2.3 各組肝組織病理學表現比較 NAFLD組可觀察到橘紅色脂滴呈彌漫性分布和大泡性脂肪變，而在SSa干預組和SSa聯合GW6471干預組肝組織脂滴顯著減少，其中SSa組脂滴少于SSa聯合GW6471組(圖1)。

圖1 各組大鼠肝組織脂質沉積表現(油紅O染色， 200×)A：對照組；B：NAFLD組；C：SSa組；D：SSa聯合GW6471組

2.4 各組肝組織PPARα蛋白相對表達量比較 與對照組比，NAFLD組PPARα蛋白相對表達量和p-AMPK/AMPK比值顯著降低(P<0.05)；與NAFLD組比，SSa干預組PPARα蛋白相對表達量和p-AMPK/AMPK比值顯著升高(P<0.05)；與SSa干預組比，SSa聯合GW6471干預組PPARα蛋白相對表達量和p-AMPK/AMPK比值顯著降低(P<0.05，表3)。

表3 各組肝組織蛋白相對表達量比較

3 討論

本研究結果顯示，采用SSa干預NAFLD大鼠后，其FBG、FINS、HOMA-IR、肝指數，肝臟組織TC、TG、FFA含量均顯著降低，肝組織脂滴減少，提示SSa可有效改善NAFLD大鼠IR，并減少肝組織脂質沉積。SSa是柴胡提取物中活性最強的成分之一，有抗內毒素、調節免疫系統功能、抗炎、抗腫瘤、保肝、護腎等廣泛的藥理作用，但目前關于其調節糖脂代謝作用的研究尚少。有學者在治療血糖不能控制的2型糖尿病時發現[7-9]，柴胡桂枝干姜湯方可有效控制血糖，促進胰島素分泌并抑制IR，在此方中柴胡可能發揮了功效。此外，現代藥理學研究表明[10-12]，SSa可調節肝細胞能量代謝異常、維持鈣平衡、抑制脂質和氧自由基過氧化、調節肝細胞免疫功能，阻滯纖維化進程，從而發揮肝細胞保護作用，說明其具有調節糖脂代謝平衡的生物學功能。
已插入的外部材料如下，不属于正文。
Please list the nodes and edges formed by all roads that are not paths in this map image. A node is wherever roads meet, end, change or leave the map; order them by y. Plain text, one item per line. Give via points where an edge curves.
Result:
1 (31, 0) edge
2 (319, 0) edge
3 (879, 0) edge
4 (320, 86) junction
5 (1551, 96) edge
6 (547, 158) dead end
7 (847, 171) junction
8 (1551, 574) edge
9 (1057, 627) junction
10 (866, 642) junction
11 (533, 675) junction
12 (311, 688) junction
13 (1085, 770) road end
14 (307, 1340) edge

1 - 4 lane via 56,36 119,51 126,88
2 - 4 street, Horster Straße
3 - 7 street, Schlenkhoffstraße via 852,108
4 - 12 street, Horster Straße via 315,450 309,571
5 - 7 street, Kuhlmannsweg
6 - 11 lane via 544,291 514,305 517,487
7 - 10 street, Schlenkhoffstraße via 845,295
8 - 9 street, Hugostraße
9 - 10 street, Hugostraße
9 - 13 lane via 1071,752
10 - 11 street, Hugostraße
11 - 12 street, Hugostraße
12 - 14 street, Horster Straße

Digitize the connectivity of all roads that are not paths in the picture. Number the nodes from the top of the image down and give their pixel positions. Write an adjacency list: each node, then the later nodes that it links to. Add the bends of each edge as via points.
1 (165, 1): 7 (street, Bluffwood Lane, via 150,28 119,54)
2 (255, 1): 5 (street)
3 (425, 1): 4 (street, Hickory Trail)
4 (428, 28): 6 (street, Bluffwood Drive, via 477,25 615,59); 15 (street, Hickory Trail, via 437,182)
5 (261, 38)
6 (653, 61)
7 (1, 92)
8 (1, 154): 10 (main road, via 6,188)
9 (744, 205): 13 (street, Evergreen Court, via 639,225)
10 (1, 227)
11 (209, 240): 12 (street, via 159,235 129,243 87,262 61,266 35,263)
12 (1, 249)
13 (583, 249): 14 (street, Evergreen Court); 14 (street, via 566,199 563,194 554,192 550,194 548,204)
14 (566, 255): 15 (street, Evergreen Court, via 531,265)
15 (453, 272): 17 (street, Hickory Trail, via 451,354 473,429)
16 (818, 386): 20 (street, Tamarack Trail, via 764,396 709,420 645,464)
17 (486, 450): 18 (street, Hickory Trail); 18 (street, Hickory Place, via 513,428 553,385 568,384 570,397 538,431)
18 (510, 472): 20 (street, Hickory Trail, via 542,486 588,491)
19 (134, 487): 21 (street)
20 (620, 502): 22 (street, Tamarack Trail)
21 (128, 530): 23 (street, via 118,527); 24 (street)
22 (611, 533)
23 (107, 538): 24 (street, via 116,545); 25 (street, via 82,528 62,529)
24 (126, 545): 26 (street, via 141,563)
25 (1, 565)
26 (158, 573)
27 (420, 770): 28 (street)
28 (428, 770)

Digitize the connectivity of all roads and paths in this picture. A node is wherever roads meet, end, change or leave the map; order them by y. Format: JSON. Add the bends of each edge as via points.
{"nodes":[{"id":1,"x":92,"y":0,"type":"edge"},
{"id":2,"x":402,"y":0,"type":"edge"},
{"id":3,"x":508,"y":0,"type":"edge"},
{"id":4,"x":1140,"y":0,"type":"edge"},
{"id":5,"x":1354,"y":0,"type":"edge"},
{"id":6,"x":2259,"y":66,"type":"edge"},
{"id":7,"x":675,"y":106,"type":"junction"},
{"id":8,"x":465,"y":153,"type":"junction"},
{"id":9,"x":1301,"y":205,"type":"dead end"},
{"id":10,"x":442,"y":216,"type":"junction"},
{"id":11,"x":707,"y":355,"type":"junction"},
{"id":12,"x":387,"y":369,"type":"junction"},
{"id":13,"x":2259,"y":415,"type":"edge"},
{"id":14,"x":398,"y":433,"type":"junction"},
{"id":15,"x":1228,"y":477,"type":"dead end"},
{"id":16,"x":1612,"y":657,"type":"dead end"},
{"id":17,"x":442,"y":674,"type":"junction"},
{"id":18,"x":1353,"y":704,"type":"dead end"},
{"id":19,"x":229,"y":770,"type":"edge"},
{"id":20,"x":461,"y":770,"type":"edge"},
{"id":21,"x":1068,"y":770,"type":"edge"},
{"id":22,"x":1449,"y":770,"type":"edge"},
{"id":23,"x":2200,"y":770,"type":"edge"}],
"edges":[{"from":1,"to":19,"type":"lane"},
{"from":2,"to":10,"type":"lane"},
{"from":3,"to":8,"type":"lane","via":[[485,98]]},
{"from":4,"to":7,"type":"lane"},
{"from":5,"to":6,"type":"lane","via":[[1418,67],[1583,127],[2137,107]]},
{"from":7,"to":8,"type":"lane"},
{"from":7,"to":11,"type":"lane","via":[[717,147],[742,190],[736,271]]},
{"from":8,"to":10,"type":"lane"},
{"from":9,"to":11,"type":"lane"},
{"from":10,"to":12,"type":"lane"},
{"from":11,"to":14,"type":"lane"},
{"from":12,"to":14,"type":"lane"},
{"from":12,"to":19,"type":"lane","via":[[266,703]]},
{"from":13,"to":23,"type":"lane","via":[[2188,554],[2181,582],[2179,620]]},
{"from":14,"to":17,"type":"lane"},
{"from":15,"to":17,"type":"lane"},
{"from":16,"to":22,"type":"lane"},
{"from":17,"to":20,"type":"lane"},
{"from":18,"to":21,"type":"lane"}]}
PPARα屬于新型甾體類激素受體，通常表達于肌肉組織和進行FFA氧化的器官。研究發現[13-16]，PPARα激活后可促進肝組織FFA發生β氧化，調控脂質代謝基因表達，提高脂質利用效率，減少FFA合成和在肝臟的沉積。AMPK通過感受胞漿AMP與ATP的比值變化調節細胞物質代謝，調控骨骼肌對葡萄糖的攝取、FFA氧化和ATP生成，以維持細胞能量的平衡[17-19]。研究表明[20]，抑制AMPK磷酸化，PPARα表達明顯下調，能加快NAFLD進程，而激活AMPK則具有胰島素增敏效應，促進脂肪酸氧化代謝。由此可推測，AMPK-PPARα信號通路可能是治療NAFLD的新靶點。